Se pregunta ella por qué estamos tan paralizados. Pareciera que nos gusta llegar casi a la inconsciencia para reaccionar. Nunca vino mejor la expresión de estar contemplando la casa en llamas. Pero es que somos la sociedad que cambia selvas verdes por grises, la que cría gente adicta a prenderle fuego a la belleza, la que prioriza la comodidad y está convencida de que son asuntos de un futuro que seguro alguien solucionará justo a tiempo. Mientras tanto, que arda el dolor que no es nuestro, que bosques, animales, casas ajenas y paisajes completos se reduzcan a cenizas. El mundo como una olla hirviendo que nadie quiere cargar (y que estallará).

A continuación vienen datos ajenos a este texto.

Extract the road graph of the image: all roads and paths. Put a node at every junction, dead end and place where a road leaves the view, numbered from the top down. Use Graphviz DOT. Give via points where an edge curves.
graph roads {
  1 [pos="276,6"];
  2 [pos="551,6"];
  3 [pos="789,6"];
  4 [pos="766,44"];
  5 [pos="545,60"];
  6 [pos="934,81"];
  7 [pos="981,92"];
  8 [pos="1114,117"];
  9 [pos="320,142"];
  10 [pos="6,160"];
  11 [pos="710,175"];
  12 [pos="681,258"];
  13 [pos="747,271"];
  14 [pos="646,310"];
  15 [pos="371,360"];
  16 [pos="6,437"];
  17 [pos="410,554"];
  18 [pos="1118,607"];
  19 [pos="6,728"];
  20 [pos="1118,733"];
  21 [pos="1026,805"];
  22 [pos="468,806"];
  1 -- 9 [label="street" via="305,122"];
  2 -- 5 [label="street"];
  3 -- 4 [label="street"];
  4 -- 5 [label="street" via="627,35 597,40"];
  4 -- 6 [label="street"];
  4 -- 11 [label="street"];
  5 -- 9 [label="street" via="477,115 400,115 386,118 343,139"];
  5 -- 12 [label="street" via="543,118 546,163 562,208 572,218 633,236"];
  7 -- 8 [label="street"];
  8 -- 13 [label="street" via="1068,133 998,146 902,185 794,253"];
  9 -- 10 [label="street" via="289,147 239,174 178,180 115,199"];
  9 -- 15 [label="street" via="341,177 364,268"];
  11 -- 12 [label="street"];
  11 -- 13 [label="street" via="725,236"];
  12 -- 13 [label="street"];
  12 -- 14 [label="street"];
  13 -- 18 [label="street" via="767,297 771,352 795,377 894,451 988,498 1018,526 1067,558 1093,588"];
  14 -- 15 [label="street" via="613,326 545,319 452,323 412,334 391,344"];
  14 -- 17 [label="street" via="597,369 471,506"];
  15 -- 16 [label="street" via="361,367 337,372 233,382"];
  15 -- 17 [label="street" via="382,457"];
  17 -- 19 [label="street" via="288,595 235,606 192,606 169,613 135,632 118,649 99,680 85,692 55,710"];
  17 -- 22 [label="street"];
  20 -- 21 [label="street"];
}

Hablaba la poeta Patti Smith en el podcast A fondo sobre una obra que grabó en honor a los niños de Chernóbil, inspirada en la impresión que le causó el hecho de que en esa región de bosques destruidos tras el accidente nuclear, hoy hayan vuelto a crecer árboles que producen frutas hermosas que no se pueden comer ni tocar por su radiactividad. Qué terrible metáfora de nuestro tiempo, decía ella, y tenía razón. No nos ha bastado la belleza, nos hemos empeñado en una producción desaforada que enaltezca el poder, y al poder le gustan los tronos artificiales que nadie puede tocar. Las maravillas que hemos conocido serán museo.

Pienso en el Matadero de cristal que imaginó Coetzee para que la gente viera el sufrimiento que había tras lo que se comía. Oigo el alarido del bosque, el chillido de los animales, la madera y las hojas en llamas que todos deberíamos poder oír y ver para no olvidar nunca. “No puedo evitar la sonrisa irónica al pensar en la culpa que cargamos quienes sobrevivimos en el menos peor de los mundos en este planeta”, concluía la escritora Melba Escobar, y a mí me cuesta tragar, corriendo en el paraíso rodeada de agua, flores, árboles y pájaros, mientras el cielo se asfixia con las cenizas de sus hermanos.